PROVIDED MATERIAL -
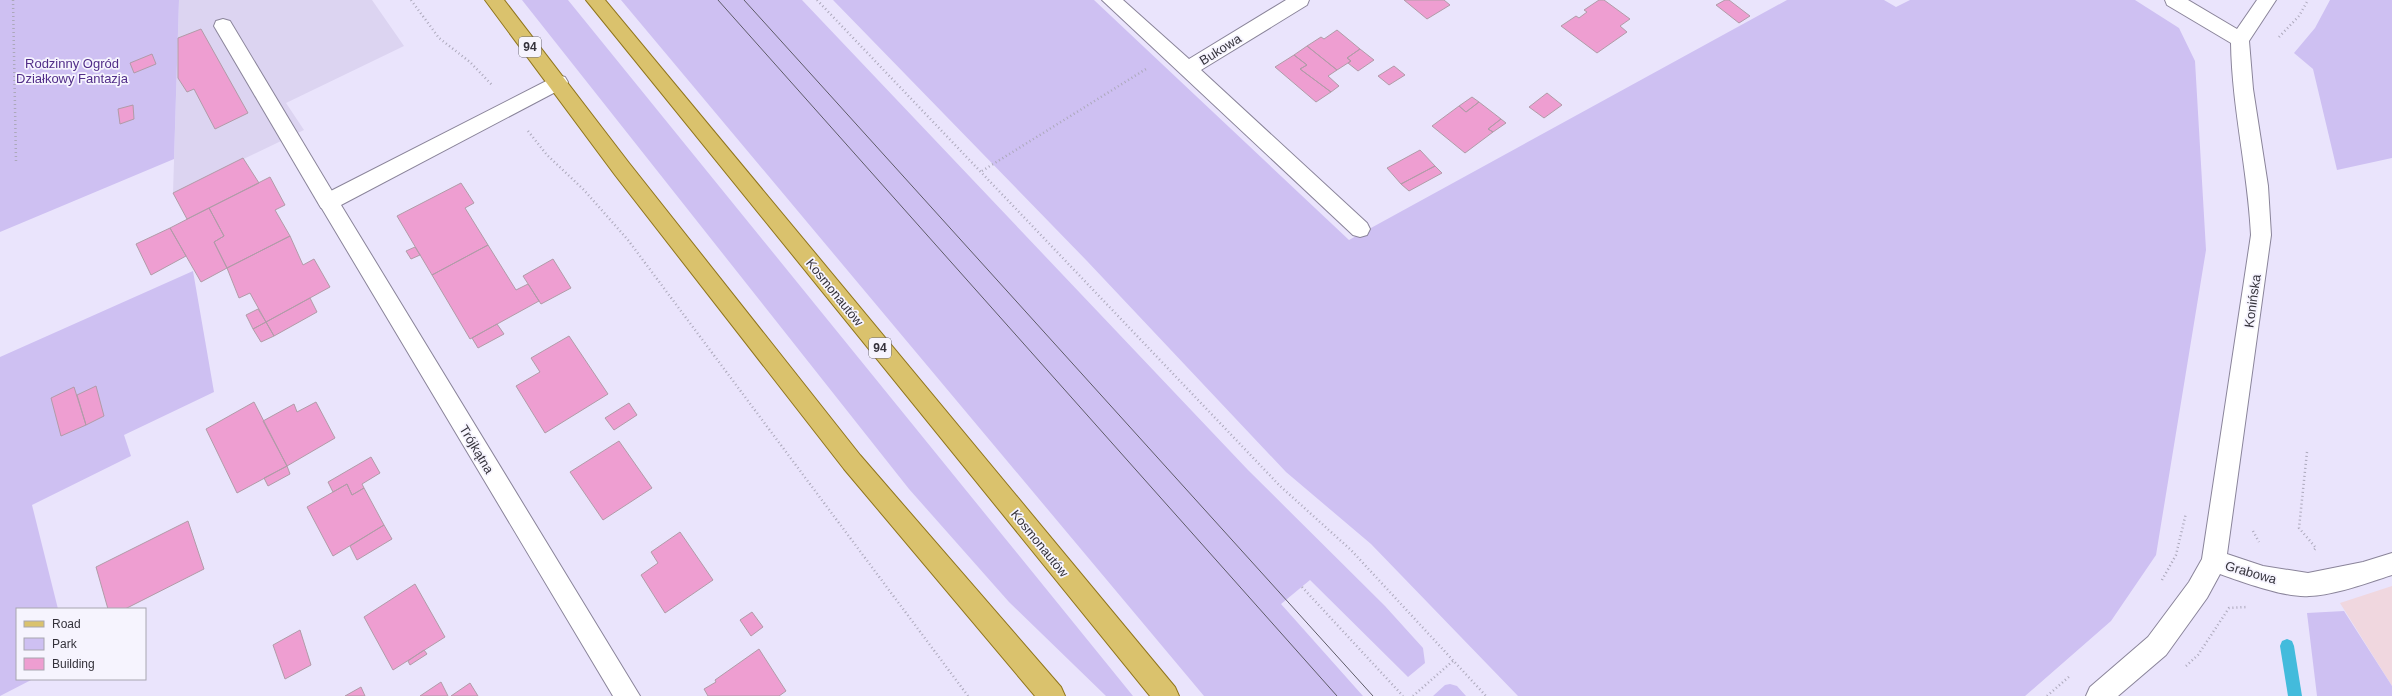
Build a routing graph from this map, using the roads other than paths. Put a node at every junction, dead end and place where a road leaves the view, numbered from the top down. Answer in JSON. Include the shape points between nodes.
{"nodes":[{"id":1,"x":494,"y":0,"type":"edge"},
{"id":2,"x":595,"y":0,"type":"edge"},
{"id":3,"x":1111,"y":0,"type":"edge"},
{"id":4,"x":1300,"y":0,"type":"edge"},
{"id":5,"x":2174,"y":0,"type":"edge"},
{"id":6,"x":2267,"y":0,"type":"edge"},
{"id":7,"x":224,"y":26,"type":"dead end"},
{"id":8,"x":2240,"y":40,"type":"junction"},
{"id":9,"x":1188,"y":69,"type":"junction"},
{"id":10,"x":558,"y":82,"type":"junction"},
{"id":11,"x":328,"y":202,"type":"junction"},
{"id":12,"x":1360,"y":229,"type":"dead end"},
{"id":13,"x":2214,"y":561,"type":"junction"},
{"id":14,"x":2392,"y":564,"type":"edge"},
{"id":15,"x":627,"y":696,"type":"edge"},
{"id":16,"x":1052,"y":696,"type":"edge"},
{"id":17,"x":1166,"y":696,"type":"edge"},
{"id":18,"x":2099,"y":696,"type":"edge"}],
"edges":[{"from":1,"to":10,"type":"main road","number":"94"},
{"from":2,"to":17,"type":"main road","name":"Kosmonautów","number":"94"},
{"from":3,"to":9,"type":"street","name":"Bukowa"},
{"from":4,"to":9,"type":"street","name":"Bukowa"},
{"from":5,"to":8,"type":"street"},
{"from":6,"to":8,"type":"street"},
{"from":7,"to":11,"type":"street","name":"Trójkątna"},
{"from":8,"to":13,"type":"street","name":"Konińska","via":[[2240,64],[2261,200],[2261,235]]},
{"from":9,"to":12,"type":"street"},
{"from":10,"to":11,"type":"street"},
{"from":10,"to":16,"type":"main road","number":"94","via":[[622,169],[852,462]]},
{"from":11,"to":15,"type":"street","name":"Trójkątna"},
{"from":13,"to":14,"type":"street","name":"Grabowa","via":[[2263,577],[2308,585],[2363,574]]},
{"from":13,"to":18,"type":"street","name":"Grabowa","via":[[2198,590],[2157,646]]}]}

YOUR ASSIGNMENT -
For every line in the data above that has the string "Trójkątna", return that line.

EXERCISE RESPONSE -
{"from":7,"to":11,"type":"street","name":"Trójkątna"},
{"from":11,"to":15,"type":"street","name":"Trójkątna"},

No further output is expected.